ReLU facilitates faster convergence during training and alleviates the vanishing gradient problem commonly encountered in deep networks [34].

Pooling Layer:

Pooling operations are employed to reduce the spatial resolution of feature maps, effectively lowering computational complexity and providing a form of translation invariance. Max pooling, the most common form, is defined as

$${PooledFeature}_{i,j}=\underset{\left(m,n\right)\in R_{i,j}}{\max }{FeatureMap}_{m,n}$$

(10)

where $R_{i,j}$ denotes the receptive region associated with position $(i,j)$ [34].

Fully Connected Layer:

Following the convolutional and pooling stages, the high-level feature maps are flattened and passed through one or more fully connected layers. These layers integrate the spatially distributed features and facilitate the final classification via a softmax or sigmoid activation function, depending on the nature of the task [34].

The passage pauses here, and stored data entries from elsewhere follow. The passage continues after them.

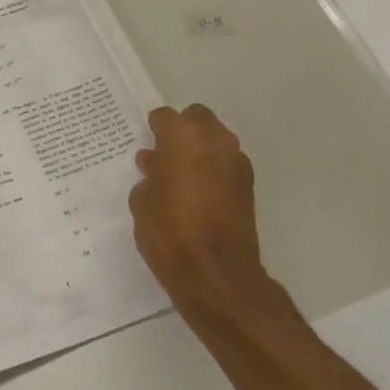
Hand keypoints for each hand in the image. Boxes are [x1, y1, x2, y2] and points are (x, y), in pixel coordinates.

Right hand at [129, 105, 277, 308]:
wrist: (215, 273)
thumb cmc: (169, 232)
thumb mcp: (142, 202)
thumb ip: (149, 175)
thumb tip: (156, 165)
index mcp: (184, 138)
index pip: (166, 117)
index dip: (154, 128)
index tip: (146, 141)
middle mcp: (216, 141)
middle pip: (198, 119)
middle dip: (182, 130)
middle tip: (164, 153)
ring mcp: (237, 163)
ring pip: (216, 140)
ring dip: (199, 149)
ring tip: (179, 175)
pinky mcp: (248, 187)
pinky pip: (226, 164)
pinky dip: (212, 169)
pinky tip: (196, 192)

3.4. Residual Network (ResNet)

Conventional CNNs have demonstrated remarkable success in visual recognition tasks; however, their effectiveness tends to diminish in scenarios involving small-scale or imbalanced datasets. Moreover, as network depth increases, issues such as vanishing gradients and optimization instability emerge, often resulting in performance degradation. To address these limitations, Residual Networks (ResNets) [17,18] introduce a novel architectural paradigm that facilitates the training of very deep models through the use of identity shortcut connections, which bypass one or more layers. A residual block is formally expressed as

$$\mathit{y}=\phi \left(\mathit{x},\left\{W_i\right\}\right)+\mathit{x}$$

(11)

where $\mathit{x}$ is the input to the block, $\phi$ denotes the residual mapping to be learned (typically a series of convolution, batch normalization, and activation operations), and $\mathit{y}$ is the output. This structure enables the training of networks with significantly increased depth while maintaining stable convergence.

In this study, we adopt ResNet-18, a relatively lightweight architecture consisting of 18 layers, to strike a balance between computational efficiency and classification performance. The rationale for this choice is twofold:

• Computational Feasibility: Compared to deeper alternatives such as ResNet-50 or ResNet-101, ResNet-18 requires significantly fewer parameters and operations, making it more practical for real-time deployment on standard hardware platforms [35].
• Robust Feature Extraction: ResNet-18 is pre-trained on the large-scale ImageNet dataset, which contains over 1 million annotated images across 1000 categories. The early convolutional layers of the network extract domain-agnostic features—such as edges, color gradients, and textures—that are broadly applicable to diverse data modalities once appropriately formatted [35].

To adapt the network for failure classification, the one-dimensional sensor signals are first transformed into two-dimensional color-encoded images. These images are then processed using the pre-trained ResNet-18 model. During this adaptation phase, the core convolutional layers are retained to preserve general visual feature representations, while the fully connected classification layers are fine-tuned on the target dataset to specialize in distinguishing between different failure types.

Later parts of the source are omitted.